The Incentive for Trade Relief
On balance, tariff increases are a net drag on the economy, principally because businesses and consumers burdened by higher prices and less selection far outnumber manufacturers and workers who benefit from import protection. This means that trade partners who impose retaliatory tariffs are similarly affected (allowing for certain structural differences between the respective economies). As mentioned, importing from alternative sources may involve a costly and protracted reconfiguration of supply chains that is viable only if new product is of comparable price and quality. Importer agreements to increase purchases from U.S. exporters may not be a viable substitute for tariff reduction because productive capacity to meet the added demand may not be in place.
As such, the incentive on both sides is to avoid a protracted impasse. For this reason, U.S. trade partners might be disposed to capitulate eventually in the form of tariff and non-tariff relief that significantly reduces the aggregate deficit, notwithstanding a period of saber-rattling. But it takes a persistent hard line by the U.S. amid temporary economic disruptions and political pressure. In addition, enforcement must be optimally executed as there is no limit to the potential chicanery of trade partners.
Nonetheless, legitimate national security considerations have to take precedence over fair trade. As such, the U.S. must guard against genuine security threats by prohibiting intellectual property transfers, restricting certain foreign acquisitions, and imposing sanctions where necessary. Even invoking national security with respect to allies may be appropriate considering third-party enemies imbedded in their companies can intercept American intellectual property.
U.S. Leverage on Trade Partners
The U.S. has greater tolerance for the short-term disruption inherent in rectifying unfair trade flows because of the size and diversity of its economy. Therefore, Trump should use this leverage to play the long game and force concessions, notwithstanding the economic, electoral, and geopolitical risks. This advantage did not exist in 1930 when the protectionist Smoot-Hawley Tariff engendered the Great Depression. Then the U.S. operated in the absence of today's dominant manufacturing base, developed infrastructure, and technological efficiencies that make the country more self-sufficient and resistant to economic shocks. Ironically, that U.S. exceptionalism and attendant altruism may be a reason for the nation's long concessionary trade stance, such that trading partners expect it. Is there a place for noblesse oblige in America's trade policy on the order of possibly $200 billion a year?

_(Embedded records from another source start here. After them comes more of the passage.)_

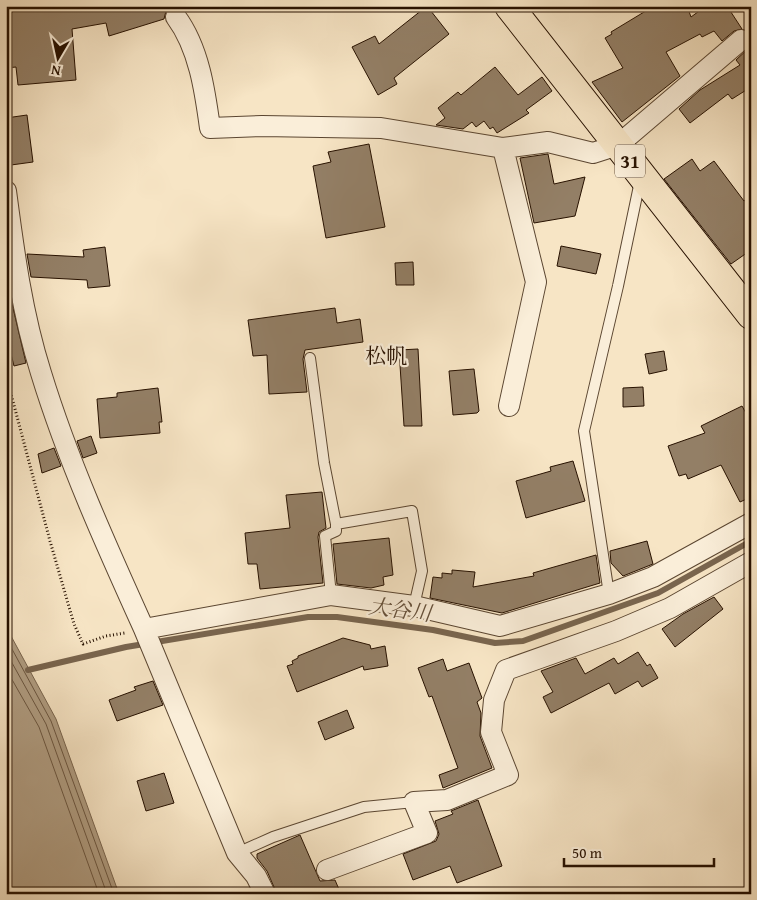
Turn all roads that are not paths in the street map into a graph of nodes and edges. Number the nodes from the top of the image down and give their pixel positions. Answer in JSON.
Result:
{"nodes":[{"id":1,"x":509,"y":6,"type":"edge"},
{"id":2,"x":176,"y":17,"type":"dead end"},
{"id":3,"x":741,"y":40,"type":"dead end"},
{"id":4,"x":618,"y":145,"type":"junction"},
{"id":5,"x":503,"y":148,"type":"junction"},
{"id":6,"x":641,"y":174,"type":"junction"},
{"id":7,"x":6,"y":191,"type":"edge"},
{"id":8,"x":751,"y":315,"type":"edge"},
{"id":9,"x":310,"y":358,"type":"dead end"},
{"id":10,"x":509,"y":406,"type":"dead end"},
{"id":11,"x":751,"y":523,"type":"edge"},
{"id":12,"x":336,"y":524,"type":"junction"},
{"id":13,"x":751,"y":562,"type":"edge"},
{"id":14,"x":331,"y":594,"type":"junction"},
{"id":15,"x":609,"y":594,"type":"junction"},
{"id":16,"x":414,"y":606,"type":"junction"},
{"id":17,"x":144,"y":628,"type":"junction"},
{"id":18,"x":414,"y":802,"type":"junction"},
{"id":19,"x":237,"y":853,"type":"junction"},
{"id":20,"x":327,"y":870,"type":"dead end"},
{"id":21,"x":265,"y":894,"type":"edge"}],
"edges":[{"from":1,"to":4,"type":"main road","number":"31"},
{"from":2,"to":5,"type":"street"},
{"from":3,"to":4,"type":"street"},
{"from":4,"to":5,"type":"street"},
{"from":4,"to":6,"type":"main road","number":"31"},
{"from":5,"to":10,"type":"street"},
{"from":6,"to":8,"type":"main road","number":"31"},
{"from":6,"to":15,"type":"lane"},
{"from":7,"to":17,"type":"street"},
{"from":9,"to":12,"type":"lane"},
{"from":11,"to":15,"type":"street"},
{"from":12,"to":14,"type":"lane"},
{"from":12,"to":16,"type":"lane"},
{"from":13,"to":18,"type":"street"},
{"from":14,"to":16,"type":"street"},
{"from":14,"to":17,"type":"street"},
{"from":15,"to":16,"type":"street"},
{"from":17,"to":19,"type":"street"},
{"from":18,"to":19,"type":"lane"},
{"from":18,"to":20,"type":"street"},
{"from":19,"to":21,"type":"street"}]}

Revised bilateral trade agreements must substantially eliminate the excessive concessions that have weighed on the economy over the years. If so, U.S. companies will benefit significantly from greater profitability with all the implications for jobs, income, and economic growth. Natural trade deficits founded on the principle of comparative advantage are benign, regardless of size. But trade gaps resulting from giving away the store to partners are unfair, and even suspect. The U.S. must insist on substantial trade relief, impose punitive tariffs as an inducement, and bear the pain from retaliation. Trade partners will suffer even more and will likely relent as result.